Multi-core programming and design: tips and tricks

Multi-core programming is the new trend in software programming, the new big thing that will earn the big consulting companies the big bucks.

Don’t get me wrong: I am not saying it’s a fad or something like that, I am just saying that it’s not something new at all, SMP machines exists for many
years now.
I started working with this kind of machine in 1997, a SGI machine with 16 processors. Old stuff that becomes new stuff, again …
Since then, when working for banking or financial companies, this has always been the motto: let’s do it faster. Add more ram, more cpus, more disks.
And, yes please, use them as efficiently as possible: I paid the big bucks for the hardware, the software must use it (Nowadays the companies willing to spend the most time and money on multi-core programming will probably be the gaming companies).

So … We have more computing power now and we want to use it efficiently, we want to keep these cpus busy.
Of course this is not easy, in order to get a faster program, having more than one cpu does not make automatically any of your applications faster. One must choose the right technology in order to achieve the most efficiency out of these new multi-core cpus.

Multi-threading is the most common chosen technology to try to use the multiple cores available on your $600 desktop or +10,000$ on your brand new server.
But multi-threading is not the only technology that does exist to maximize your computing efficiency nor it is the right technology to solve every problem: multi-processing is also a good choice under certain circumstances.

So you want to optimize or develop a new program that would scale when in presence of multiple cores/cpus, here are the steps I follow when trying it:

First things first: check the operating system the program is supposed to run on.

why: not all operating systems are created equal when dealing with multiple cpus. Even if your preferred OS claims to support multiple cores it may not be able to use them efficiently i.e. where are the GL contention point in your OS ?

example: if your new application is a networking app and you think that multiple cpus will make it faster you should check if your OS implements a BGL around networking APIs.

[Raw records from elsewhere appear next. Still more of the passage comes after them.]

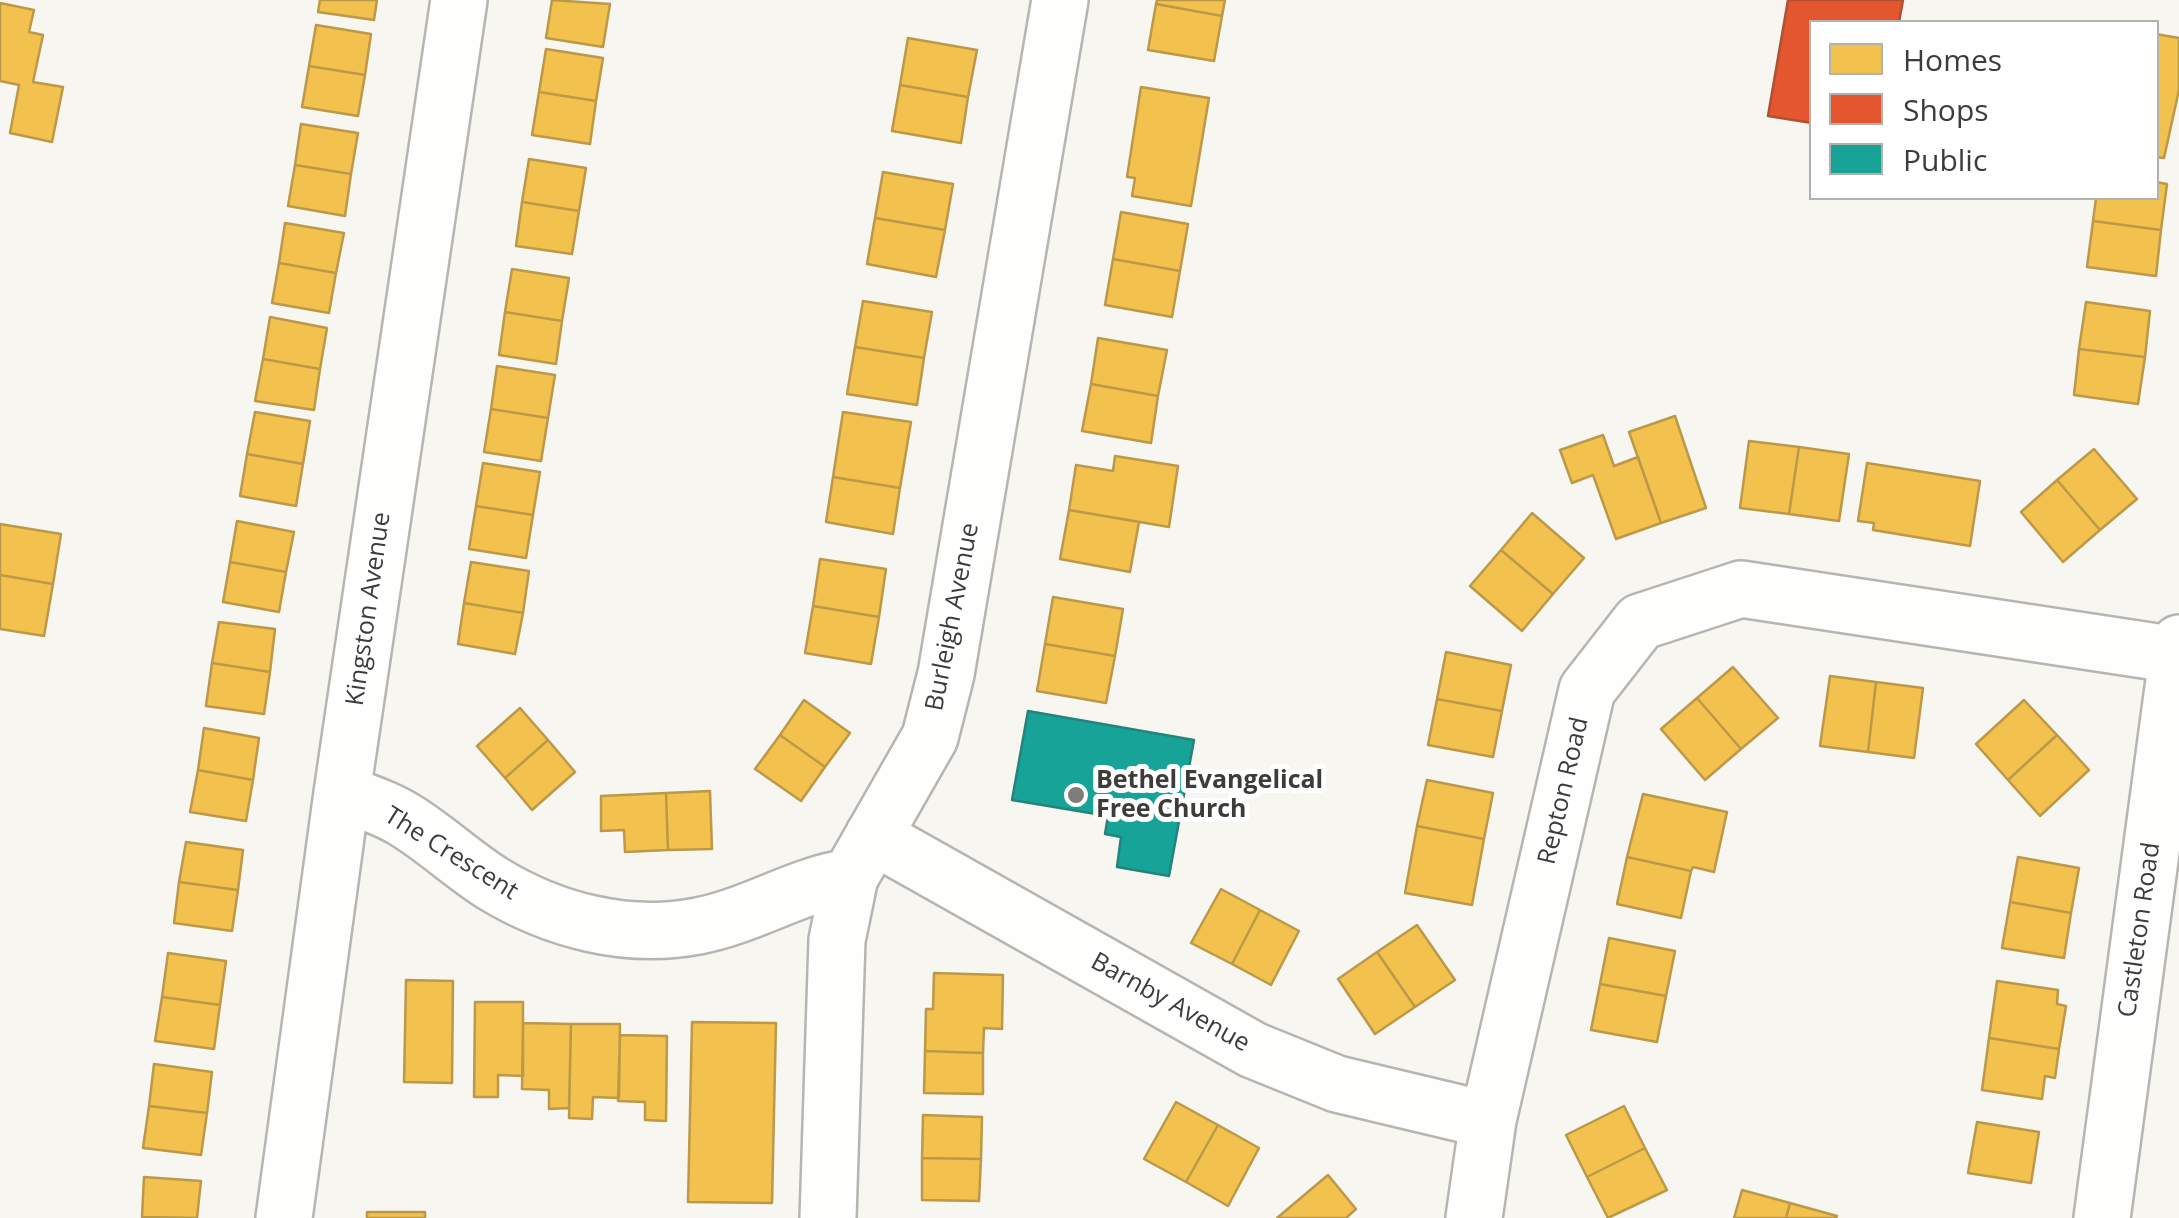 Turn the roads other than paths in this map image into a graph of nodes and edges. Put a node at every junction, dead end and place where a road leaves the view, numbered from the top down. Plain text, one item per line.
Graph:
1 (459, 0) edge
2 (1060, 0) edge
3 (2178, 649) edge
4 (342, 793) junction
5 (862, 856) junction
6 (1488, 1120) junction
7 (284, 1218) edge
8 (828, 1218) edge
9 (1474, 1218) edge
10 (2102, 1218) edge

1 - 4 street, Kingston Avenue
2 - 5 street, Burleigh Avenue
3 - 6 street, Repton Road
3 - 10 street, Castleton Road
4 - 5 street, The Crescent
4 - 7 street, Kingston Avenue
5 - 6 street, Barnby Avenue
5 - 8 street, Burleigh Avenue
6 - 9 street, Repton Road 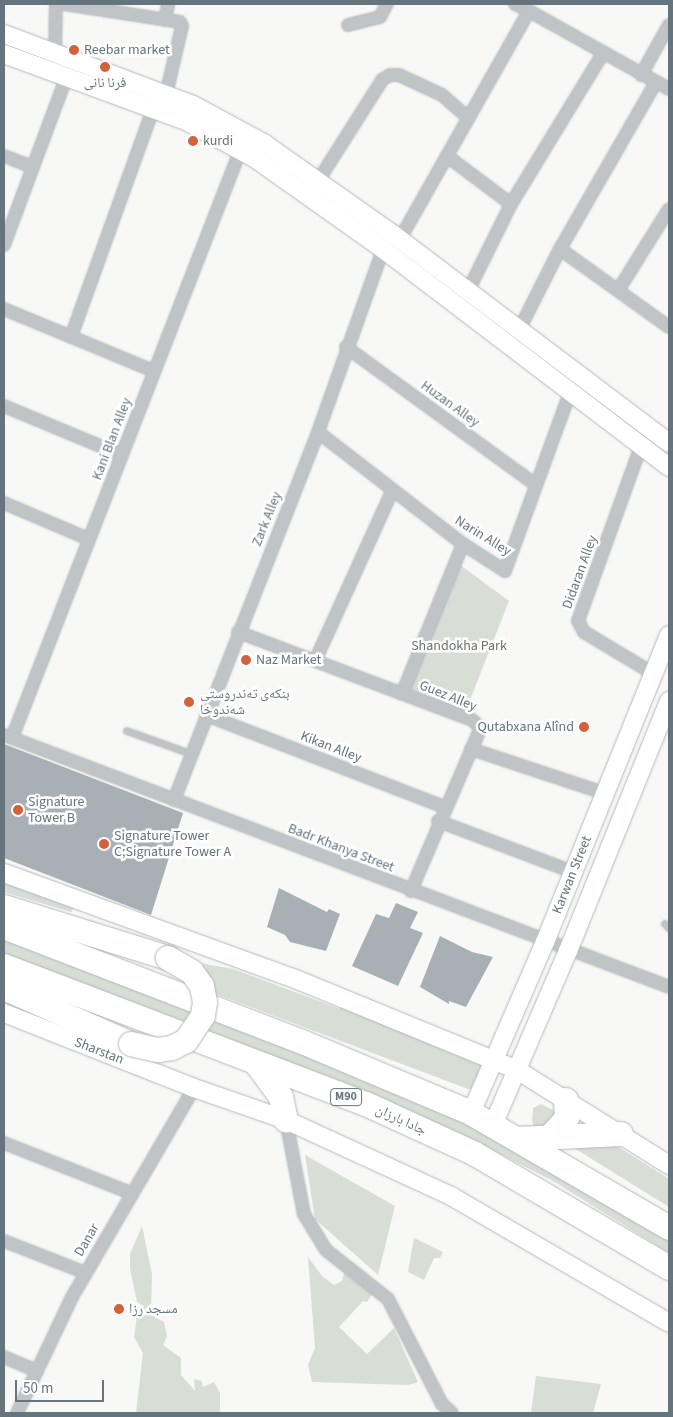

conclusion: check your OS internals regarding areas where you expect multiple core to speed-up your application. usually I use SOLARIS and Linux, I tend to avoid MAC OSX and other UNIX like HP-UX and IBM AIX. I do not use windows boxes, hence I cannot make any comment on them.

I will not speak of correct time-sharing and scheduling in presence of multiple cores since all these OS have good support for those.

choose between multi-threading and multi-processing.
As I previously said, multi-threading is not always the right choice for your multi-core applications. This always a shock to people I talk with, since for them multi-threading is the only answer to multi-core programming.
So here are a description of situations where multiple processes may be a better choice than multiple threads in a single process:

robustness, multiple threads share the same address space, hence if one generates a fault, the whole application may crash. Multi-thread applications do not run in complete isolation, so if certain threads of your program MUST stay alive no matter what can happen to the other threads, multi-threading may be a bad choice. If restarting the program upon failure is not an issue, you can safely ignore the robustness requirement.
integrity, when designing multiple processes application, each process has its own address space so if one process goes crazy, it cannot corrupt the other processes data, it can only corrupt the shared data between processes. On the other hand, if a thread goes crazy it can corrupt the other threads data since there is no memory protection between threads. This is particularly true when a parent spawns a child process, the child process does whatever computation it needs, and then terminate. If any corruption occurs when doing the computation, it just goes away when the child dies: a new process is spawn to handle a new computation without being affected the previous child fault. There is no such safety net with threads. Corruption made by one thread is program wide, regardless of its lifetime.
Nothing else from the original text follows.